The House Committee of State Government passed both House redistricting bills, House bills 1 and 2, in their meeting Friday morning.
HB1, the bill to redraw U.S Congressional district lines, was given a favorable report, 8-4, by the committee. HB2, the bill to redraw Alabama House of Representative Votes, likewise received a favorable vote by a narrow margin of 6-4, with one abstention.
Chairman Chris Pringle, R-Mobile, mentioned during the meeting that he expects a vote on the approved district maps by Nov. 3.
Several citizens, including active or past members of the Alabama State House, voiced concerns before the committee Friday. Prevailing issues posed were whether district lines had been broken or packed along racial lines and the redrawing of particular districts.
Chairman Pringle said that districts could not and had not been drawn or broken along racial lines, which would violate section 2 of the Voting Rights Act of 1965.
Prior to the previous special session on prison construction and reform, Senate Minority Leader Bobby Singleton, D-Greensboro, and State Senator Rodger Smitherman, D-Birmingham, filed a federal lawsuit alleging Black voters were being packed into one majority Black Congressional district and argued a second majority Black Congressional district would better represent non-white voters in Alabama.
State Representative Charlotte Meadows, R-Montgomery, argued before the committee that the redrawn district for her seat, District 74 in Montgomery County, had made the district unrecognizable.
According to Meadows, the lines for District 74 had already been changed multiple times in the previous decade.
“We are completely upending this district again,” Meadows said. “This isn’t about black and white, It’s not really about Democrat and Republican, it’s about keeping Montgomery’s core District 74 the same.”
Meadows mentioned that the process has gone by so fast during this week that there hasn’t been time to work with members to keep fair representation in her district.
Pringle mentioned after the meeting concluded that his committee would look into options for Meadow’s District but that he could not change the demographic shifts throughout the state.
“I cannot undo the demographic shifts that have occurred in Montgomery County, or around the state,” Pringle said, noting there were other members who were upset over demographic shifts in their districts.
Officials with the Autauga and Montgomery County Republican parties likewise asked the committee why district lines had been drawn so radically in the state’s center.
“What we are looking at is having our county completely separated,” said Karla Maddox, a member of the Autauga County Republican Executive Committee. “My part of the county is going to be lumped in with Selma.”
Maddox said due to the redrawn district lines, one candidate for the House District 88 seat–later confirmed as to be Josh Pendergrass, former spokesman for Governor Ivey–, had been “drawn out of his district,” in Autauga County.
Pendergrass later took the podium, mentioning that with the current redistricting maps, “there won’t even be a single representative who actually lives in the city of Prattville.”

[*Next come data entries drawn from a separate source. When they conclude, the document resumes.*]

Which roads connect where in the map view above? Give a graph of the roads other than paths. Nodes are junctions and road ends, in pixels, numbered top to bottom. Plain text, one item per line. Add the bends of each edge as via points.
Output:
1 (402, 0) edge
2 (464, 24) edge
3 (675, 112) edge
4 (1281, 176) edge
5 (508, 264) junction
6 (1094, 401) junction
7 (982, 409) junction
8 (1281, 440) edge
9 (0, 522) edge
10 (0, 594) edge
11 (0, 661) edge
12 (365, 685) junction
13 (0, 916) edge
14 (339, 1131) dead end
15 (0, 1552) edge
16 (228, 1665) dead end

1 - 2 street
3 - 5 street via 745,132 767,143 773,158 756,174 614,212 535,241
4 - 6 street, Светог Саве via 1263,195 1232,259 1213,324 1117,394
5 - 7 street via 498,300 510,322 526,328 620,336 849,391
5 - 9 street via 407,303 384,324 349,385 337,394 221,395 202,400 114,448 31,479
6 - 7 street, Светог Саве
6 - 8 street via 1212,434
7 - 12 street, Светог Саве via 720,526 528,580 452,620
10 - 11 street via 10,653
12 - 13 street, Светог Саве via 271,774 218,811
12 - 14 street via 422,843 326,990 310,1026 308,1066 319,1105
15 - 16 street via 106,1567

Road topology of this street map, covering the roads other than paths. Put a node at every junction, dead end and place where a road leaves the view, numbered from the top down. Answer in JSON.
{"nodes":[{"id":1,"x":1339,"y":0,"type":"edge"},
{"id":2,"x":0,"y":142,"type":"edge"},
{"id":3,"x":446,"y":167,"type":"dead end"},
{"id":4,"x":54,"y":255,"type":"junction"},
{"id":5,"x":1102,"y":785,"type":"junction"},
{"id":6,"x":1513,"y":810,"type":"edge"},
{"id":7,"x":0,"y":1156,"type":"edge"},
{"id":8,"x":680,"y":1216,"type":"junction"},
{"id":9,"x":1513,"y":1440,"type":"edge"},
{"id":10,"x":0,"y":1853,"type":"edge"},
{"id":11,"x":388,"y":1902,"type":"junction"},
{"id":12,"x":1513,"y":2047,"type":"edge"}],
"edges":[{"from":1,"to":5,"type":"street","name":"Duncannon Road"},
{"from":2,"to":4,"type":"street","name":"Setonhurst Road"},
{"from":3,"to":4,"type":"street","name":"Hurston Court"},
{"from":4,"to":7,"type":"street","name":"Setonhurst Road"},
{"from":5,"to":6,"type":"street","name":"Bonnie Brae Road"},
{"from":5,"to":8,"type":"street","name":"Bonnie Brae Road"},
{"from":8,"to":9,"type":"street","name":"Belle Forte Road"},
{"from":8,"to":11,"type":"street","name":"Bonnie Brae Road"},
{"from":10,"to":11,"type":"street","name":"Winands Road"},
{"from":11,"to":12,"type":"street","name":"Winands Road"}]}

“What appears to be happening is District 69 is having to take a large portion of Autauga county because of loss in population,” Pendergrass said in an interview with APR after the meeting. “The people of my community have already invested time, money, effort and resources into being a part of my campaign, and they deserve the right to be able to pick the person they vote for, as opposed to some committee in Montgomery picking who they get to vote for.”
Earlier that day, The Senate Finance and Taxation Committee gave favorable reports for two senate redistricting bills for the Senate and Board of Education district maps, along with a bill appropriating $80 million in federal America Rescue Act funds for state hospitals and nursing homes.
An identical bill in the House was given a favorable report by the House Ways and Means Committee Friday.
The bill would disburse the funds evenly, with $40 million each to the Alabama Hospital Association and the Alabama Nursing Homes Association.
Committee members did not discuss the bill during the meeting, moving immediately to give a favorable report before adjourning.